Dad and I are now officially registered for the 2012 Vancouver Marathon! Training will start the week after the Lake Samish Half Marathon, and I’m really excited to start a new training cycle.
I need to spend the next few weeks fine tuning my plan, but my basic strategy is to follow the FIRST plan. We followed a really ambitious version of this plan for Portland, which proved to be detrimental. However, I found a much more realistic version of this plan on Runner’s World. It’s harder than our training plan was for Vancouver 2011, but easier than Portland. I think it will be juuust right.

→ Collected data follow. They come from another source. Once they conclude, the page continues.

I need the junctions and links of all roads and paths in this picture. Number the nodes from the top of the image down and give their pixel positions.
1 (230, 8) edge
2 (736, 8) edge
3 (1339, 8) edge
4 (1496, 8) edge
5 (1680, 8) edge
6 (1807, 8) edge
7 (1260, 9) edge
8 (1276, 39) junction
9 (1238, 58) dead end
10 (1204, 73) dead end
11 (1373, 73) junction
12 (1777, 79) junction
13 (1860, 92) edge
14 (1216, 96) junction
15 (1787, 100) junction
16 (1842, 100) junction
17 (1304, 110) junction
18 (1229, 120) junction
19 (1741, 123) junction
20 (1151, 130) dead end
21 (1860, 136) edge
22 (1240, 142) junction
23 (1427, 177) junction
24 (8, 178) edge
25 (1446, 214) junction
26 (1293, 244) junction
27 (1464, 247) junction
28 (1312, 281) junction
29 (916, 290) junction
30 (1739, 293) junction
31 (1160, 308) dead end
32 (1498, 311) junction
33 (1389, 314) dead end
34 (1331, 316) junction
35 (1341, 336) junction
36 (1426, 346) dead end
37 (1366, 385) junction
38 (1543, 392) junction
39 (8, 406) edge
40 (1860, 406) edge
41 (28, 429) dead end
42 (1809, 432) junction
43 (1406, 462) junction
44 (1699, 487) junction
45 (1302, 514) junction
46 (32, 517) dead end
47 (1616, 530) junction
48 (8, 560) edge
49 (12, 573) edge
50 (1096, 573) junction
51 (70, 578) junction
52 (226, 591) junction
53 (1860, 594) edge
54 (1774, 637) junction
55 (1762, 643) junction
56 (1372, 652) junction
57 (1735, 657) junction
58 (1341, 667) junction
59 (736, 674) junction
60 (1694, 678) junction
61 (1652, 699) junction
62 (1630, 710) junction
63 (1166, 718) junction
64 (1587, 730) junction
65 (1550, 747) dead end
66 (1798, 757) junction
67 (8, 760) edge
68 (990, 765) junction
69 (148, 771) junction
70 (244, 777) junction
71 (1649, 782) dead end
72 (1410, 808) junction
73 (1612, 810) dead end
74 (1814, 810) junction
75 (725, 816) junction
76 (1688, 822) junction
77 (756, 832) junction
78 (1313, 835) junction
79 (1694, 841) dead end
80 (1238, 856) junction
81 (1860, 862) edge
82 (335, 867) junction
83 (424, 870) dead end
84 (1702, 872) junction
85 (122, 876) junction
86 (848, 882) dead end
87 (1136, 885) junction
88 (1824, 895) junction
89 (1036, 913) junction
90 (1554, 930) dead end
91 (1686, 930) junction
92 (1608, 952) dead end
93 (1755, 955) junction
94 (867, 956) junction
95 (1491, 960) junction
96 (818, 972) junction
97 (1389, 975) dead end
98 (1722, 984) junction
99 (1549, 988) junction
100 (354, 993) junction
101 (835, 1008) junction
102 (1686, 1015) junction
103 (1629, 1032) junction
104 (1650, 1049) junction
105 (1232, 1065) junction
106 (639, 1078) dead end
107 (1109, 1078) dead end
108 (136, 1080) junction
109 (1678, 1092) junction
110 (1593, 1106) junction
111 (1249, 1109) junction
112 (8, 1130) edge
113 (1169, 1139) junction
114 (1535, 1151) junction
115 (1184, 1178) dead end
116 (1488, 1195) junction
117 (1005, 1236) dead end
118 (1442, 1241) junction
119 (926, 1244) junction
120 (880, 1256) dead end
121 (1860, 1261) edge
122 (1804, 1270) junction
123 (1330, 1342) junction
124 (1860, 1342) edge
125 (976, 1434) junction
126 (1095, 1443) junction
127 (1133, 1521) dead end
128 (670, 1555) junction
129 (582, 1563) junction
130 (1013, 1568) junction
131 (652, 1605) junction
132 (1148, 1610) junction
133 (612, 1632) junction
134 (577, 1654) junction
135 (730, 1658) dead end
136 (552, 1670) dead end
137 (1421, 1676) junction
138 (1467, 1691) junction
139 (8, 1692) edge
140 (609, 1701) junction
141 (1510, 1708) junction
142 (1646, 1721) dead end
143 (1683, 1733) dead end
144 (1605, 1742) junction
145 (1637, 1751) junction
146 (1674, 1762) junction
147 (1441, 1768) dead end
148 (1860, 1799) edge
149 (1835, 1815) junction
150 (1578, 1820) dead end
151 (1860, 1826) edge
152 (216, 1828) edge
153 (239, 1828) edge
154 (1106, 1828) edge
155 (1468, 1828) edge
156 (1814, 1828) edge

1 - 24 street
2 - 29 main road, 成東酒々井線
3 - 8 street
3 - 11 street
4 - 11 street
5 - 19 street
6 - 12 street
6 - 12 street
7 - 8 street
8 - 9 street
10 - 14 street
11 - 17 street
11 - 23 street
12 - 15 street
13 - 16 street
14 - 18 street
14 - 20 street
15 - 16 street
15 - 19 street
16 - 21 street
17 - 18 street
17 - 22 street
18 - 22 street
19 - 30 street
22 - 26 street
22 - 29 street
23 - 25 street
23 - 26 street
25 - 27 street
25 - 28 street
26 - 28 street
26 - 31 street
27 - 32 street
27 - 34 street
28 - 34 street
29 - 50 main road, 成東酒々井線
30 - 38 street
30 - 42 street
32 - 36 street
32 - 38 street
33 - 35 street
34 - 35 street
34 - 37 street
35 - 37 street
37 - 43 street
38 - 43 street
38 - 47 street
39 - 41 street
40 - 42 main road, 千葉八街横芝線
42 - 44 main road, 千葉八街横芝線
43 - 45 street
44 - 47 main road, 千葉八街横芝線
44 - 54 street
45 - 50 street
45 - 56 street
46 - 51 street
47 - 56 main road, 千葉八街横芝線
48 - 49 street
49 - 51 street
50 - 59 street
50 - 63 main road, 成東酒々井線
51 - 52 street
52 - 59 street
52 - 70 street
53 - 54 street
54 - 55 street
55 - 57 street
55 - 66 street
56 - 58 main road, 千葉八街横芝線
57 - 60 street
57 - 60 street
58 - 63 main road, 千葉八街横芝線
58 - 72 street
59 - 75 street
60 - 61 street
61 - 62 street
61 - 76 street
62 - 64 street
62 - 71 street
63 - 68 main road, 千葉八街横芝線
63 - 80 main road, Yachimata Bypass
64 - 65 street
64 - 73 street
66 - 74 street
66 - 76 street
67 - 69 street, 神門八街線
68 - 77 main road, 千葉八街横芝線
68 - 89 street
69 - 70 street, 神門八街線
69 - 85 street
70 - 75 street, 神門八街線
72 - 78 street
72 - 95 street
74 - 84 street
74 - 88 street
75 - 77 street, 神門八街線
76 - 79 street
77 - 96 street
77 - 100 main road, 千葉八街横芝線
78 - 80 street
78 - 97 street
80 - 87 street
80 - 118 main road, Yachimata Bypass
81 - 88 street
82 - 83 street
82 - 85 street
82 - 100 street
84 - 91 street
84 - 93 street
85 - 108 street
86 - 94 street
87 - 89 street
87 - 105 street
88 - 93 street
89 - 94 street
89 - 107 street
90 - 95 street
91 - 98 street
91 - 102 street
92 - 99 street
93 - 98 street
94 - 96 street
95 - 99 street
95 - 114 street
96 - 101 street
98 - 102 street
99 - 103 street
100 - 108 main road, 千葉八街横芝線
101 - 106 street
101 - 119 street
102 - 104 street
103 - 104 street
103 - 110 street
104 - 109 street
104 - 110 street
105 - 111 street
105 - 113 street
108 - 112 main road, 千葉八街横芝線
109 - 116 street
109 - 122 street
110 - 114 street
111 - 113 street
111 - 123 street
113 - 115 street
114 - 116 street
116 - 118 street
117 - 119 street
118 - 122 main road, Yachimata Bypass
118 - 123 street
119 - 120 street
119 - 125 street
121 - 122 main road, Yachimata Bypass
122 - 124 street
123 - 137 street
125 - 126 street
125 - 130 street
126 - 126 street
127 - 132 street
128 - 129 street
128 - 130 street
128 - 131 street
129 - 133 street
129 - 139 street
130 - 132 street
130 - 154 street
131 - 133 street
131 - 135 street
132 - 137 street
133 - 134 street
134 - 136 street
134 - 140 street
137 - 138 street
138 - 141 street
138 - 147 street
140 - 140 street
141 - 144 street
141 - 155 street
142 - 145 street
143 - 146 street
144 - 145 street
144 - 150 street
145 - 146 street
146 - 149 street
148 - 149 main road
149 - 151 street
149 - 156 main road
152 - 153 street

The plan stresses three quality run a week (speed, tempo, long) with two cross training days. I’m going to change it up a bit and sub out one cross training day for one “fun run.” I’ve found that training can become monotonous, because every run has prescribed paces and distances. So, to keep the spice and magic alive, I’m going to institute one “fun run” a week that will vary in distance and speed based on how I’m feeling. It’ll be like date night for my running relationship. Maybe I’ll even shave my legs…
In addition to running, my goal is take three yoga classes a week and strength train at least once a week. And I need to remember to work on my weak hip flexors!! Our goal is to finish under 4 hours. It’s a big but doable goal, which will require a lot of hard work and dedication. I’m excited to take on this challenge and start training next month!